THE PEOPLE, Plaintiff and Respondent, v. MICHAEL HOOPER, Defendant and Appellant.

[Opinion certified for partial publication.]

(Opinion by Hamlin, J., with Hanson (P. D.), Acting P. J., and Best, J., concurring.)


Linda Stoick, under appointment by the Court of Appeal, for Defendant and Appellant.

John K. Van de Kamp, Attorney General, W. Scott Thorpe, Krista J. Kmetz and David De Alba, Deputy Attorneys General, for Plaintiff and Respondent.



Defendant Michael Hooper appeals from his conviction by jury of arson involving forest land. (Pen. Code, § 451, subd. (c)). fn. 1 He contends his conviction must be reversed because of instructional errors and prosecutorial misconduct during closing argument. We reject defendant's contentions and affirm the judgment.


Fourteen-year-old Glen D. (hereafter Glen) was acquainted with defendant and was with defendant on various occasions during the weekend of Friday, [181 Cal. App. 3d 1177] October 21, to Monday, October 24, 1983. Late Friday evening or early on Saturday morning, Glen accompanied defendant and three other youths to Boron High School. While Glen and defendant remained in defendant's dirty black car with no hood, the others left the car and stole some fire extinguishers and first-aid kits from the schoolbuses, placing them in the trunk of defendant's car.
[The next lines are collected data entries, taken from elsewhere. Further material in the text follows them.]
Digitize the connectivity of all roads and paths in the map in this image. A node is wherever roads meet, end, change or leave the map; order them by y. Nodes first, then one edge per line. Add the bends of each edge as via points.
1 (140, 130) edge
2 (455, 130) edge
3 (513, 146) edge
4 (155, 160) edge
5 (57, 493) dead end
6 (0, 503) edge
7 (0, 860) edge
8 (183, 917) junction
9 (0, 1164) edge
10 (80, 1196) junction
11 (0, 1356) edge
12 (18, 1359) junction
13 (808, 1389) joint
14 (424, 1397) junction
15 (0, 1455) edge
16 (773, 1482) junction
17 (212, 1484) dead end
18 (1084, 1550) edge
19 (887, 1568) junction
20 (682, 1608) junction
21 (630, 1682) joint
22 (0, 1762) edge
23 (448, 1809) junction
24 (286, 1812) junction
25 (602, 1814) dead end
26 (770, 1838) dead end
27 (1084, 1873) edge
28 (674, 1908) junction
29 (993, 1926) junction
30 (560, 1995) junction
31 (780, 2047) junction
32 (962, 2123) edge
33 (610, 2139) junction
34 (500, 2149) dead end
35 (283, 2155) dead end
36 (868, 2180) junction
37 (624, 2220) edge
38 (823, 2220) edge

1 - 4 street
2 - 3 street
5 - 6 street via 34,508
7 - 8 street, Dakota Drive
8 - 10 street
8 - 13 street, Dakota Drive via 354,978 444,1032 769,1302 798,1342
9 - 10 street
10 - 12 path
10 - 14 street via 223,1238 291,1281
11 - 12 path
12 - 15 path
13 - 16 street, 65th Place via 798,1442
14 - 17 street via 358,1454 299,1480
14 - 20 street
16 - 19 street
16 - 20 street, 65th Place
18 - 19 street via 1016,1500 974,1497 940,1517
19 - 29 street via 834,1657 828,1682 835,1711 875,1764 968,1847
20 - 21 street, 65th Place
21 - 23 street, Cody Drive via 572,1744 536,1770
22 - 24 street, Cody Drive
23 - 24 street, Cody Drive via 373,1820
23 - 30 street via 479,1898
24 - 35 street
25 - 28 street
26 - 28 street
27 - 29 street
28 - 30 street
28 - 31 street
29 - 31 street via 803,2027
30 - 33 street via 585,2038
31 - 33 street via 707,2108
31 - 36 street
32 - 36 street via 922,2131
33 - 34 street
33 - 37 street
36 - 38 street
On Sunday, defendant went to Glen's house and asked Glen to help him get rid of some stuff. The two of them then drove out to the desert, stopping at an area which sheltered wildlife and which was covered with sagebrush, yucca trees, cactus and grass. Shortly thereafter a fire started, the cause of which was the subject of conflicting testimony.

The fire was separately reported by two groups of young boys. Eleven-year-old Derrick Sumpter and ten-year-old Russell Stuart were playing near Sumpter's house when they saw the fire. Both boys observed a car parked near the scene of the fire; the car had no hood and was black and gray in color. Stuart recognized the car as belonging to defendant, and Sumpter testified he had seen defendant driving around in the car. Neither boy observed any people at the scene of the fire until the fire department arrived to put it out. Sumpter did observe the car leave the scene of the fire in a hurry, while Stuart testified that at the time he saw the fire, the car was already gone. Stuart then told Sumpter to call the fire department. Stuart remained at Sumpter's residence and saw 11-year-old Samuel Goodwin and 11-year-old Nathan Cathcart arrive on a motorcycle. Goodwin dropped Cathcart off, and when Goodwin later returned, Stuart talked to Goodwin about the fire. Goodwin told Stuart that he (Goodwin) had seen defendant drop what looked like a cigarette out of the car window right before the fire started.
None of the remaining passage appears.